Gantz warned against the potential for violence in polling stations, and called on Netanyahu to accept the results if he is defeated. In an interview with the Knesset Channel, Gantz promised to learn from what he admitted was a mistake in the April election and not declare victory after the exit polls, even if they are positive.
Gantz announced on Monday that if he forms the government, former IDF chief of staff MK Gabi Ashkenazi will be defense minister.
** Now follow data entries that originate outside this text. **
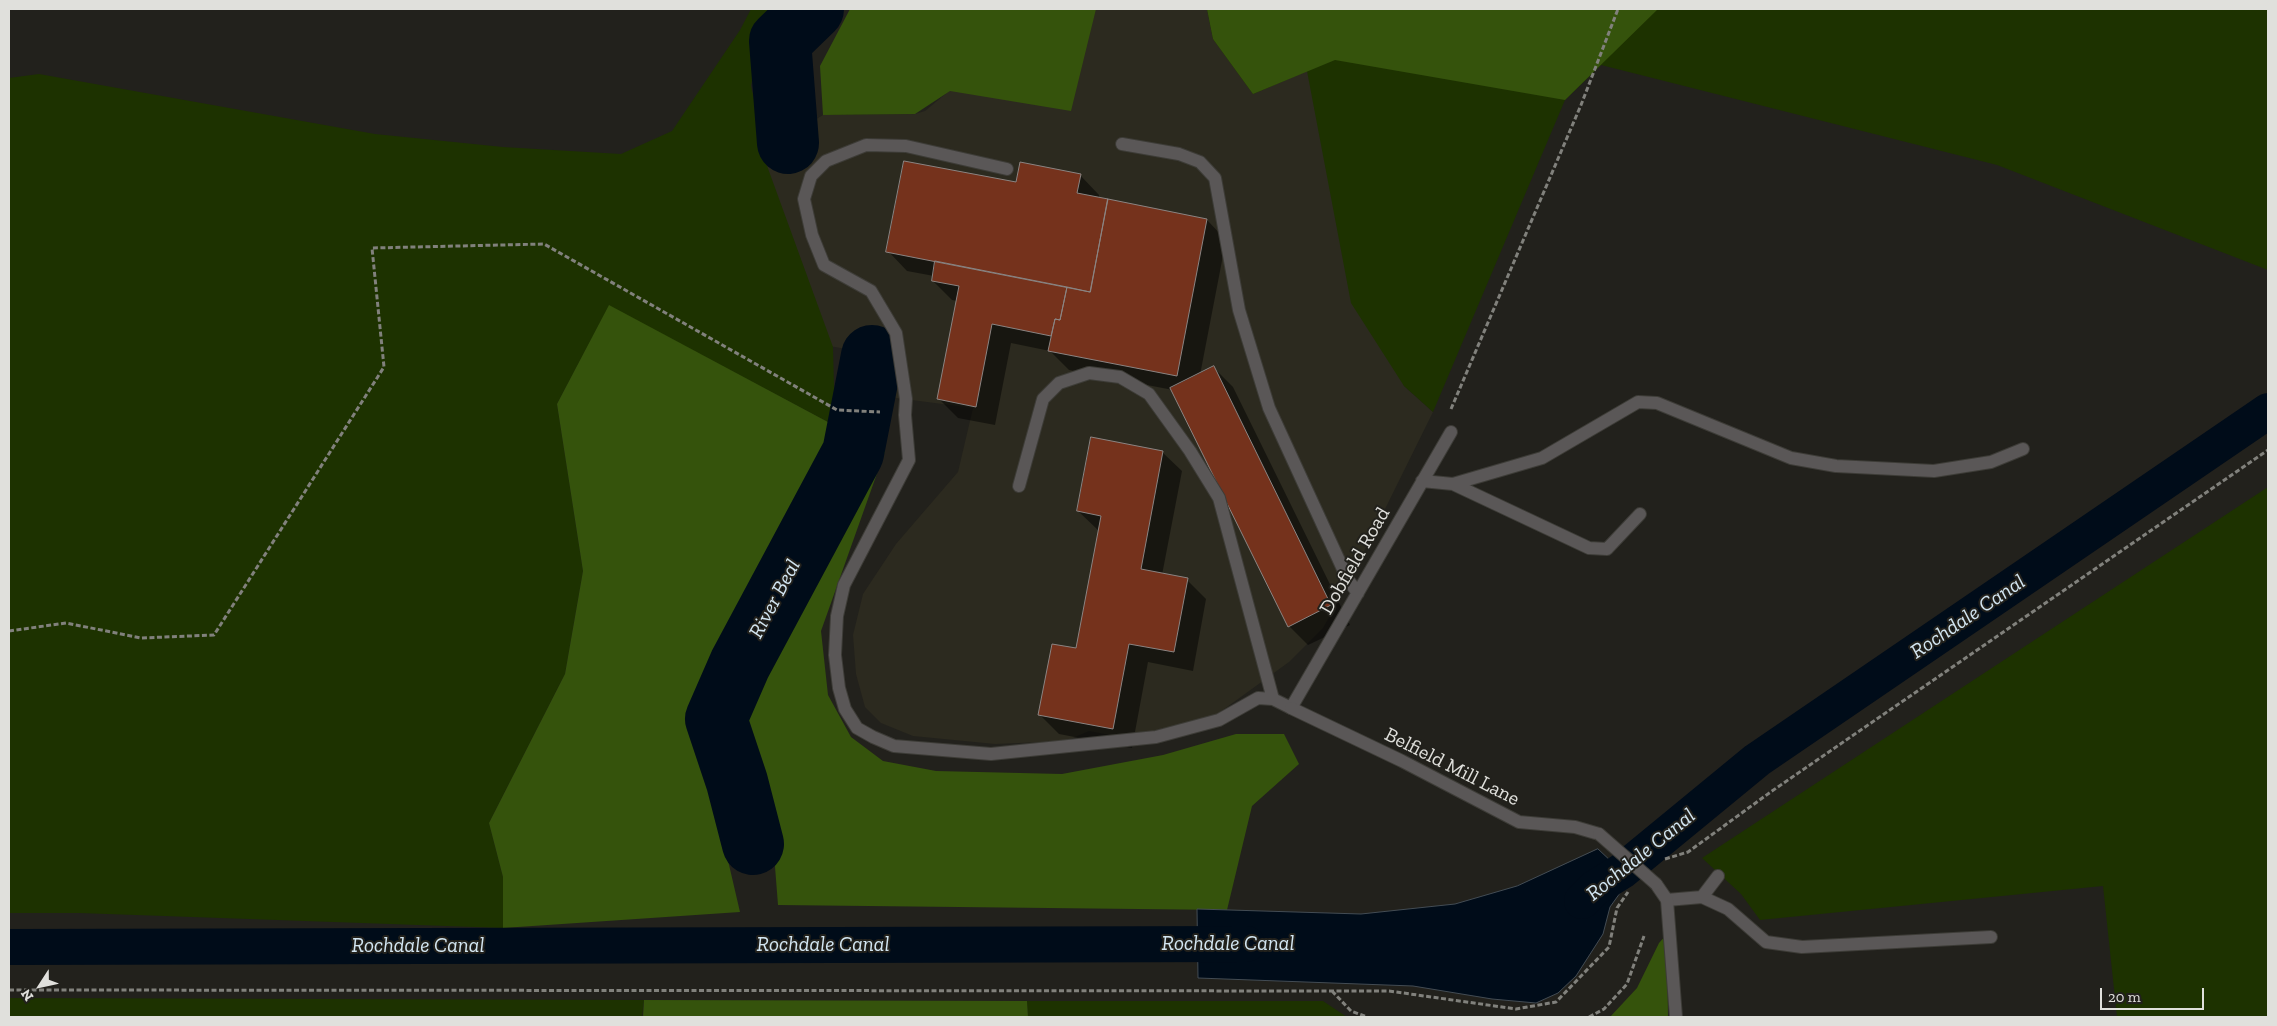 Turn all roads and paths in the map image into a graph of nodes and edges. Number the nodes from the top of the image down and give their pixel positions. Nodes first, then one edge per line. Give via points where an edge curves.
1 (1618, 9) edge
2 (1122, 144) dead end
3 (1007, 169) dead end
4 (888, 413) dead end
5 (1451, 432) joint
6 (2023, 449) dead end
7 (2268, 450) edge
8 (1422, 481) junction
9 (1452, 484) junction
10 (1019, 486) dead end
11 (1640, 514) dead end
12 (1358, 592) junction
13 (9, 632) edge
14 (1272, 699) junction
15 (1291, 708) junction
16 (1663, 860) dead end
17 (1718, 876) dead end
18 (1633, 885) dead end
19 (1702, 897) junction
20 (1668, 907) junction
21 (1991, 938) dead end
22 (9, 990) edge
23 (1331, 991) junction
24 (1367, 1017) edge
25 (1590, 1017) edge
26 (1676, 1017) edge

1 - 5 path via 1451,407
2 - 12 street via 1179,154 1200,162 1215,178 1239,310 1269,408 1348,580
3 - 14 street via 906,146 866,145 826,161 811,176 804,199 812,235 824,265 871,292 896,333 906,399 908,460 844,585 837,616 836,655 845,709 857,728 894,746 990,754 1156,738 1218,720 1258,698
4 - 13 path via 837,410 544,244 372,248 384,367 214,635 141,638 66,623
5 - 8 street, Dobfield Road
6 - 9 street via 1991,462 1934,471 1836,466 1791,458 1658,403 1638,402 1542,458
7 - 16 path via 1688,852
8 - 9 street
8 - 12 street, Dobfield Road
9 - 11 street via 1589,548 1607,549
10 - 14 street via 1042,399 1060,383 1089,373 1120,377 1149,394 1219,498
12 - 15 street, Dobfield Road
14 - 15 street, Belfield Mill Lane
15 - 20 street, Belfield Mill Lane, bridge via 1518,822 1599,834 1656,884
17 - 19 street
18 - 23 path via 1617,908 1609,947 1556,1002 1516,1009 1389,991
19 - 20 street
19 - 21 street via 1728,910 1766,942 1781,945 1802,947
20 - 25 path via 1642,939 1627,984 1604,1009
20 - 26 street
22 - 23 path
23 - 24 path via 1351,1011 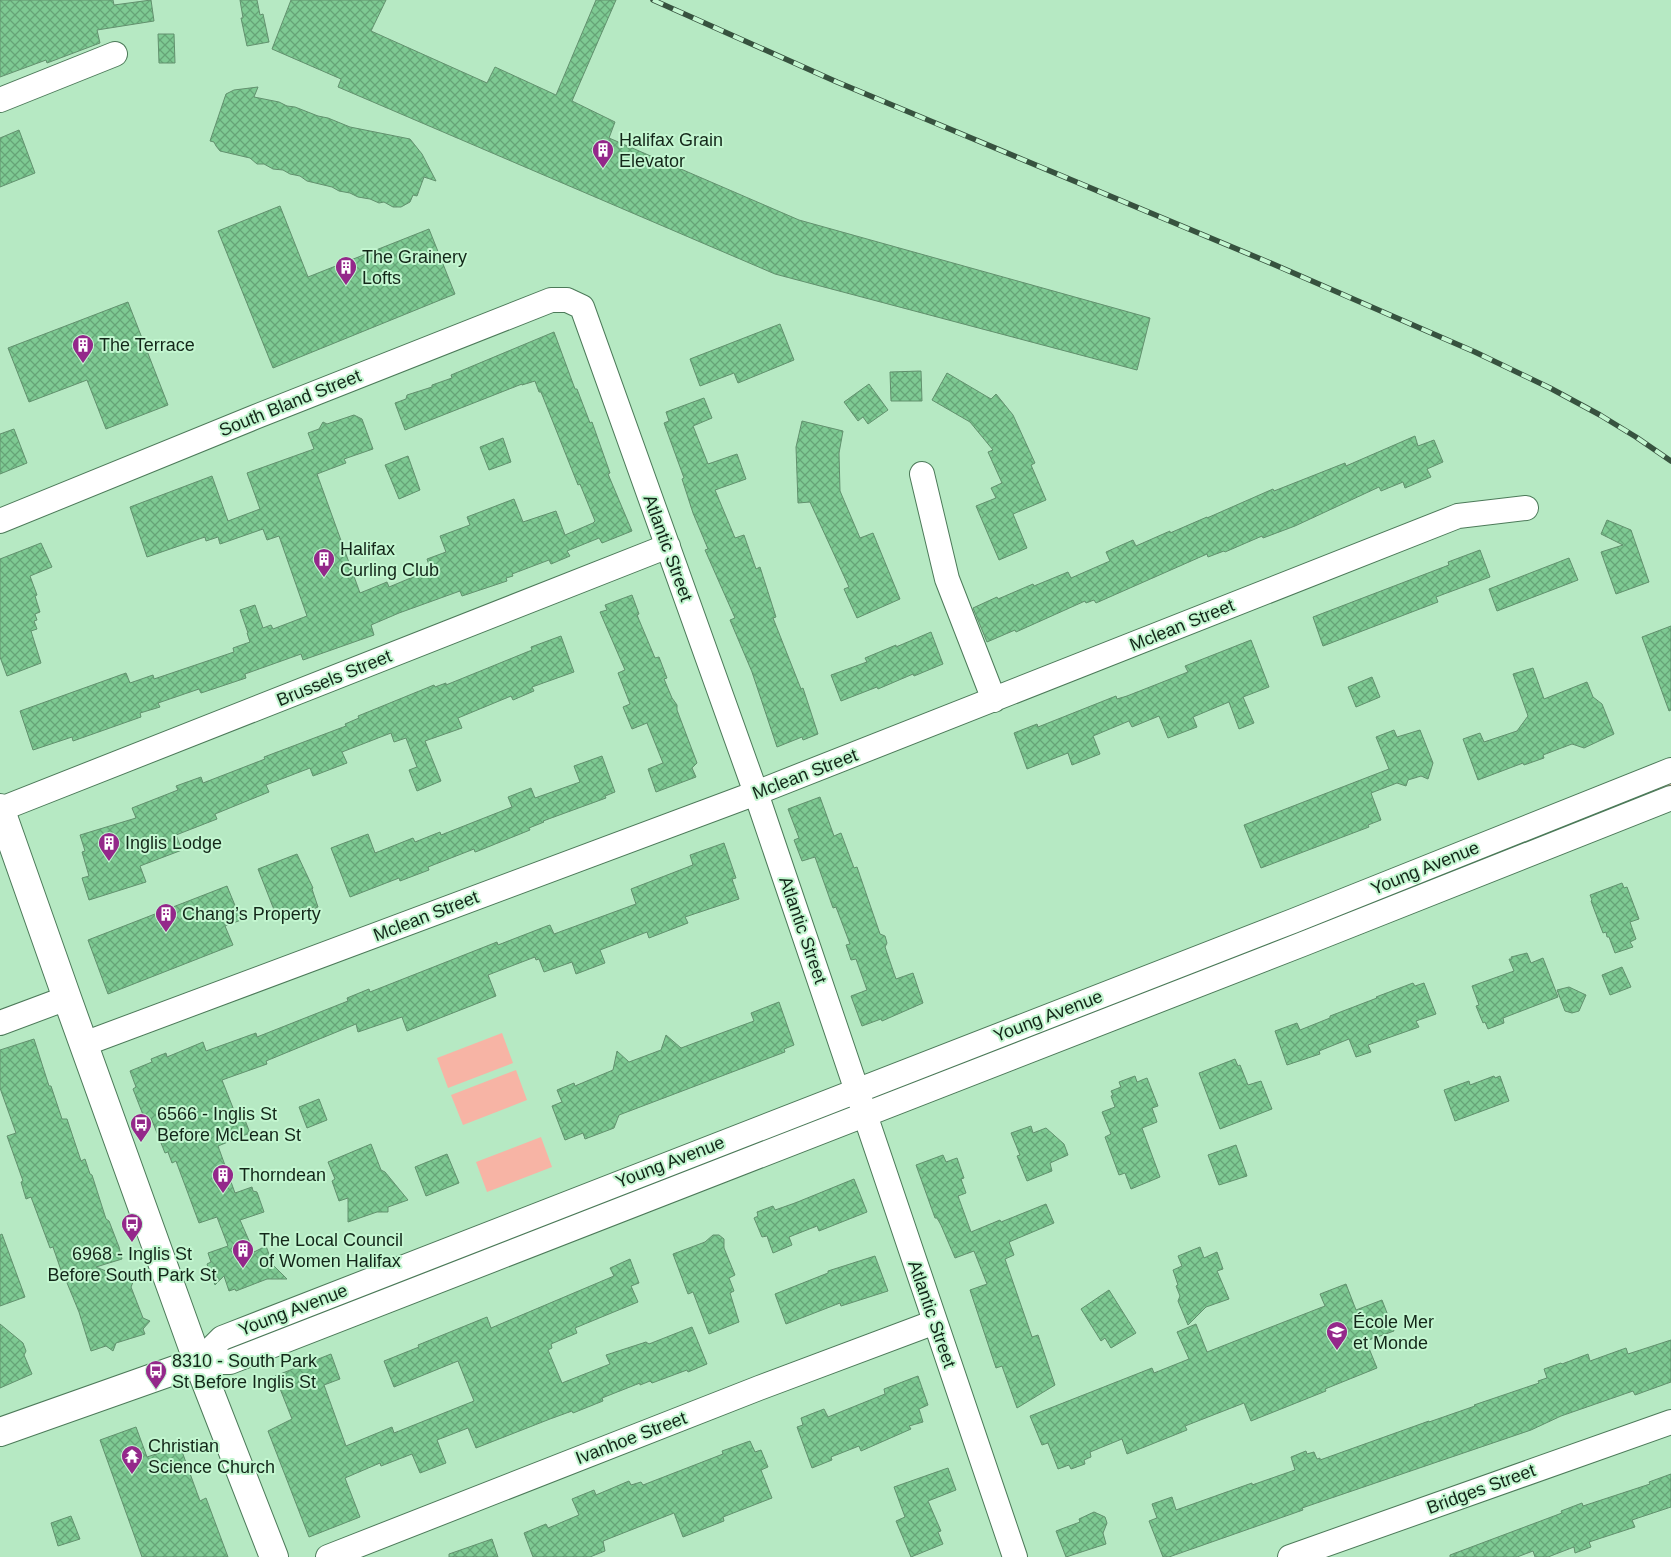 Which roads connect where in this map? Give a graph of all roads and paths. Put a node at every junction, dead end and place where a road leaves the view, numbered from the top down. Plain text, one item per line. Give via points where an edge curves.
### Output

“There are two domains which are of significant importance in the State or Israel: security and education,” Gantz said. “With that, I have decided to appoint Gabi Ashkenazi, a former IDF Chief of Staff and Golani soldier who rehabilitated the IDF following the Lebanon War, for the position of defense minister. Gabi knows how to restore deterrence and a sense of security to Israeli citizens in the South, in the Gaza envelope, in the North and throughout the country.”
Gantz said another former IDF chief of staff, MK Moshe Ya’alon, who served as defense minister under prime minister Benjamin Netanyahu, would become education minister.
“Former chief of staff and defense minister Moshe Ya’alon, a man of unimpeachable moral character and someone who knows how to bring together the factions of Israeli society, I appoint to the position of education minister to repair the rifts in Israeli society,” Gantz said. “Now you just have to decide – an extreme, immunity government or a secular, unity government.”
The foreign minister post has been reserved for Blue and White co-leader Yair Lapid, while the most senior woman in Blue and White, MK Miki Haimovich, would be environmental protection minister. MK Meir Cohen would be Knesset Speaker.
“Who would you prefer to face Hamas, former IDF chief of staff Gabi Ashkenazi or the man who gives [Hamas] suitcases full of dollars?” Lapid tweeted, in a reference to Netanyahu. “Who would you prefer as education minister: [Yamina candidate Bezalel] Smotrich and his racism, or an honest man of values like Bogie Ya’alon?”
Netanyahu mocked the announcement, saying that if Gantz has already started allocating portfolios, “What positions did he promise [Joint List leaders] Ayman Odeh and Ahmad Tibi?”